====== INFORMATION SUPPLIED ======
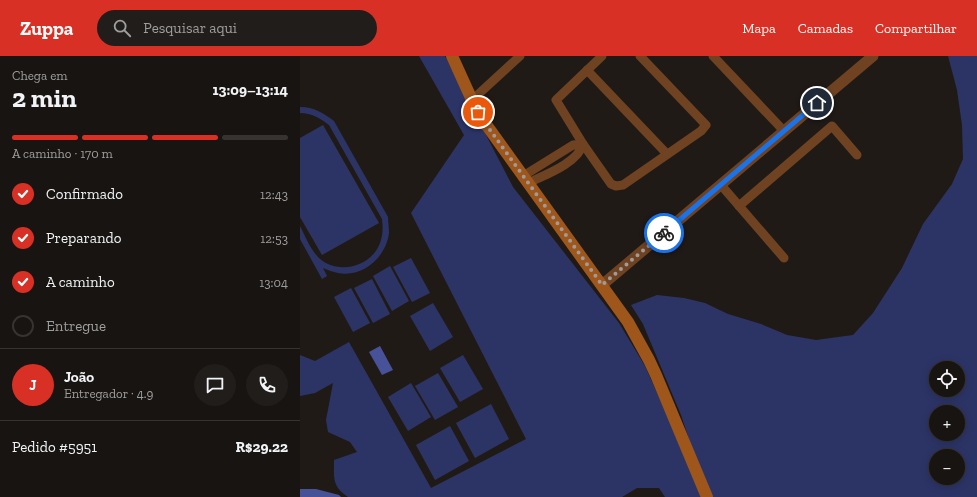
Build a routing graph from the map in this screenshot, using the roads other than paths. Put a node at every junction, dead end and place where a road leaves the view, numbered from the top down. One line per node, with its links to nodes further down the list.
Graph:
1 (452, 56): 8 (main road)
2 (520, 56): 8 (street)
3 (602, 56): 7 (street)
4 (640, 56): 11 (street)
5 (713, 56): 9 (street)
6 (873, 56): 9 (street)
7 (587, 70): 10 (street); 11 (street)
8 (472, 100): 13 (main road)
9 (784, 131): 14 (street)
10 (582, 144): 11 (street); 13 (street)
11 (667, 154)
12 (857, 155): 15 (street)
13 (526, 180): 17 (main road)
14 (721, 185): 15 (street); 17 (street)
15 (739, 206): 16 (street)
16 (784, 258)
17 (602, 285): 18 (main road)
18 (707, 497)

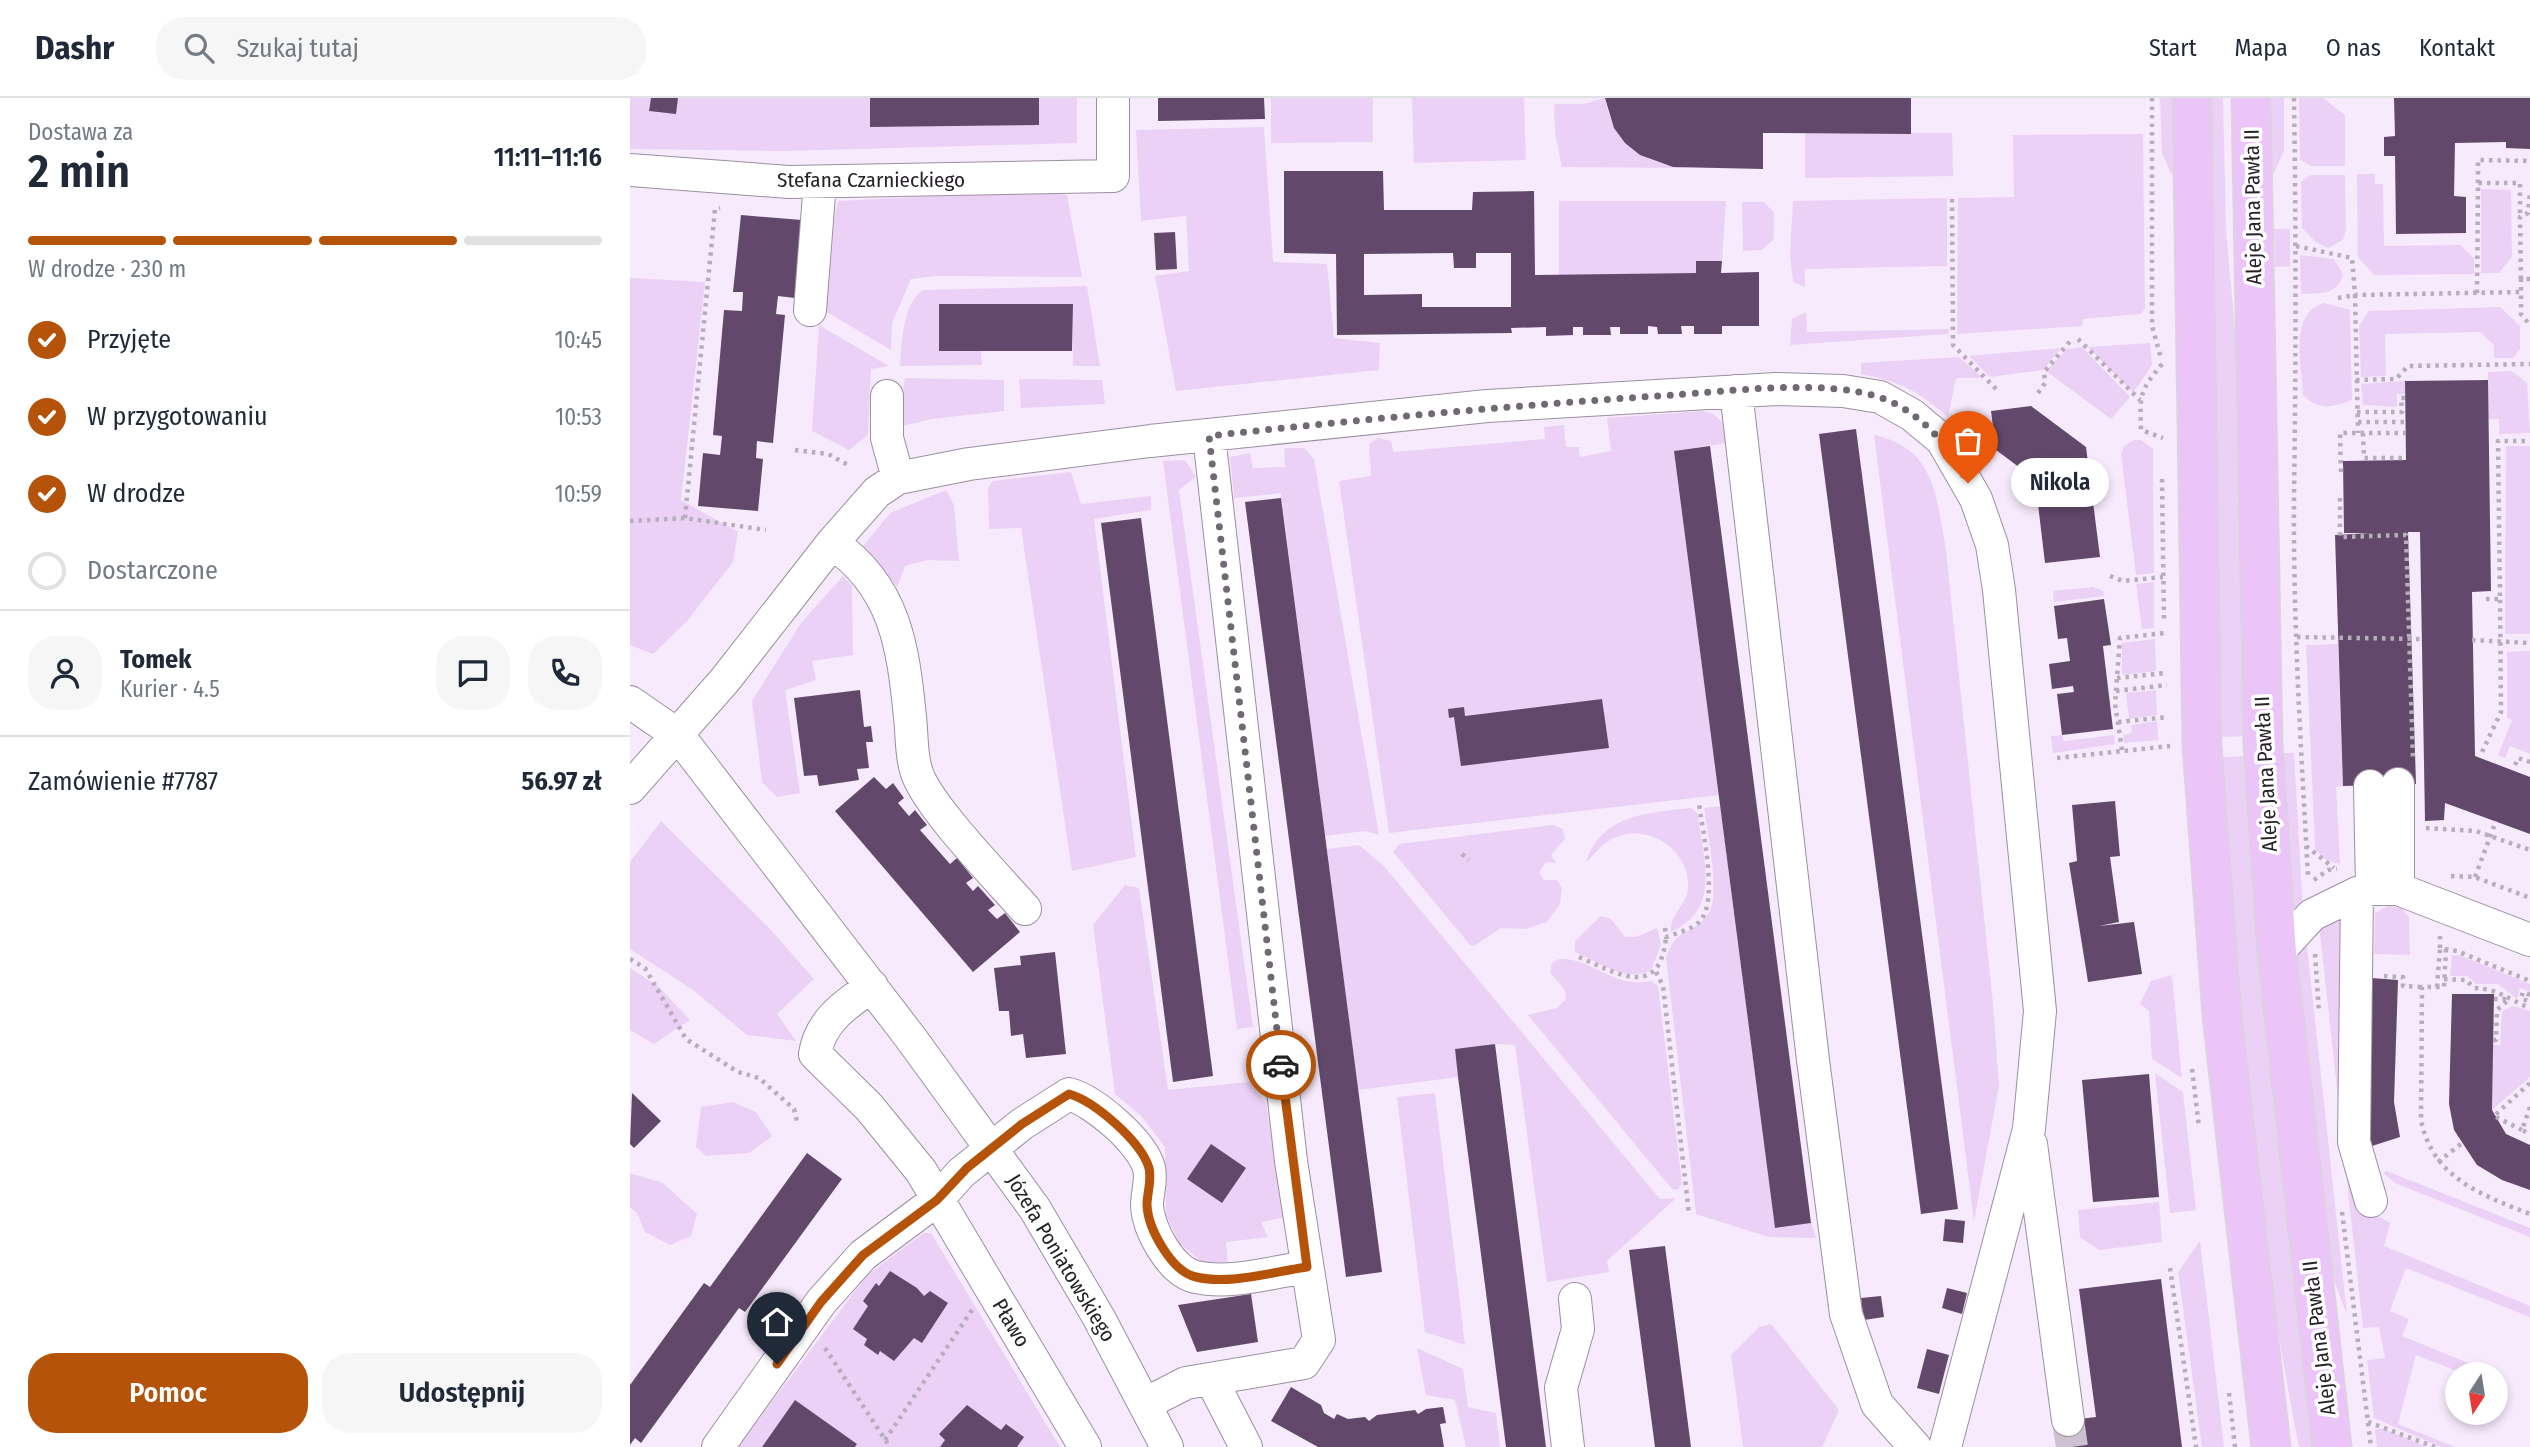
======
◆ WORK TO BE COMPLETED
Transcribe all of the entries word for word, but skip any pictures they contain.

◆ WRITTEN SOLUTION
Build a routing graph from the map in this screenshot, using the roads other than paths. Put a node at every junction, dead end and place where a road leaves the view, numbered from the top down. One line per node, with its links to nodes further down the list.
Graph:
1 (452, 56): 8 (main road)
2 (520, 56): 8 (street)
3 (602, 56): 7 (street)
4 (640, 56): 11 (street)
5 (713, 56): 9 (street)
6 (873, 56): 9 (street)
7 (587, 70): 10 (street); 11 (street)
8 (472, 100): 13 (main road)
9 (784, 131): 14 (street)
10 (582, 144): 11 (street); 13 (street)
11 (667, 154)
12 (857, 155): 15 (street)
13 (526, 180): 17 (main road)
14 (721, 185): 15 (street); 17 (street)
15 (739, 206): 16 (street)
16 (784, 258)
17 (602, 285): 18 (main road)
18 (707, 497)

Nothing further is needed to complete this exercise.